Chaque lundi, nous allions au cinéma. Chaque mercredi soir, nous mangions une pizza quatre fromages et le samedi midi un poulet frites compote chez sa mère. Eh bien c’est dingue, mais ce n’est pas cela qui m’a lassé. Ce qui m’a usé, c’est le fait que tous les soirs il me faisait un baiser sur le front, à droite, en me disant : « Bonsoir mon bébé, dors bien ».

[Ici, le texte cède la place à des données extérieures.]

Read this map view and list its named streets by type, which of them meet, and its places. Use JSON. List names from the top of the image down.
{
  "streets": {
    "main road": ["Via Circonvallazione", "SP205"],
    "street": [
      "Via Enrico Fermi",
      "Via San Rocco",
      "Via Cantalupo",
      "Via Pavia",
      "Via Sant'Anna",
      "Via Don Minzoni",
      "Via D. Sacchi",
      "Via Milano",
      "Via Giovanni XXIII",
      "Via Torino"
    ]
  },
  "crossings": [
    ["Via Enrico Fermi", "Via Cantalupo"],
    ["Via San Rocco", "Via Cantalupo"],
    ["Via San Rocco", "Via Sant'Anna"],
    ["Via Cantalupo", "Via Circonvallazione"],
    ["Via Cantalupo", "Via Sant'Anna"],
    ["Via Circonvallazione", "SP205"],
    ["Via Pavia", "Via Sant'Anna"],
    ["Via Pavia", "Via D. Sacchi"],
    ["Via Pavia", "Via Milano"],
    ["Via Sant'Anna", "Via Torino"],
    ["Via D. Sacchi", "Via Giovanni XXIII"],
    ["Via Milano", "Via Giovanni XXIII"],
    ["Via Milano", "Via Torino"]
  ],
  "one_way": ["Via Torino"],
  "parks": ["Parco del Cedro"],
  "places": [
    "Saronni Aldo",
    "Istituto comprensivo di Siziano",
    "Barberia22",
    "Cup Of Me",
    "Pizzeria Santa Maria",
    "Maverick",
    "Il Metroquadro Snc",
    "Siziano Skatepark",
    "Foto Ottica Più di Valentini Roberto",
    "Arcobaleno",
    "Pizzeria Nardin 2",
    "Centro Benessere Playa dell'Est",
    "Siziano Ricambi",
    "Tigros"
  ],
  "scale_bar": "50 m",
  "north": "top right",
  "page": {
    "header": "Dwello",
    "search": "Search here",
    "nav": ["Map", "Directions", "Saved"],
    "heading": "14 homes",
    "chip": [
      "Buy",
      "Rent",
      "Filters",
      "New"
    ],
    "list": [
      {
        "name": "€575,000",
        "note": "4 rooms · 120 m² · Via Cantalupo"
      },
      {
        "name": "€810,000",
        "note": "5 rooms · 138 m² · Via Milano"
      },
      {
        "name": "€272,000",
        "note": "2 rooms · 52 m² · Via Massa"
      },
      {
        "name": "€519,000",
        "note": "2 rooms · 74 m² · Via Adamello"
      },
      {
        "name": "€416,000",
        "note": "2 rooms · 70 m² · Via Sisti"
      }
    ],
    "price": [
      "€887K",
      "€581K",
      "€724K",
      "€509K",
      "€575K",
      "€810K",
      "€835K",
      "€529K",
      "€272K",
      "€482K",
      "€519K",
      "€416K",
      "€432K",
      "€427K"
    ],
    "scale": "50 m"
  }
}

Lorsque je m’en suis rendu compte, j’ai constaté le lendemain et les jours suivants qu’entre 7h30 et 7h40, avant d’aller travailler, il me disait toujours exactement : « Tu as bien dormi bébé. N’oublie pas tes vitamines. Je m’en vais hein. Ferme bien la porte. À tantôt. Je t’aime mon bébé. » Je ne te parle pas du soir avec le même type de rengaine. « Bonsoir bébé, ça a été le boulot ? Y a du courrier ? Y a quoi à manger bébé ? » Tu t’imagines qu’il m’a fallu des années avant de m’en rendre compte ! C’est l’horreur. Toujours, toujours les mêmes phrases.»

Quand Josiane comprit à quel point ces habitudes verbales minaient son couple, elle voulut rompre avec sa vie passée et le destin lui offrit de rencontrer Bernard. Je connais Bernard de vue et il est selon moi, loin d’être un séducteur. Pourtant, nombreuses furent ses anciennes conquêtes qui parlent de lui, paraît-il, avec nostalgie et regrets. J’allais ainsi apprendre comment un homme de prime abord insignifiant parvient à combler ses maîtresses.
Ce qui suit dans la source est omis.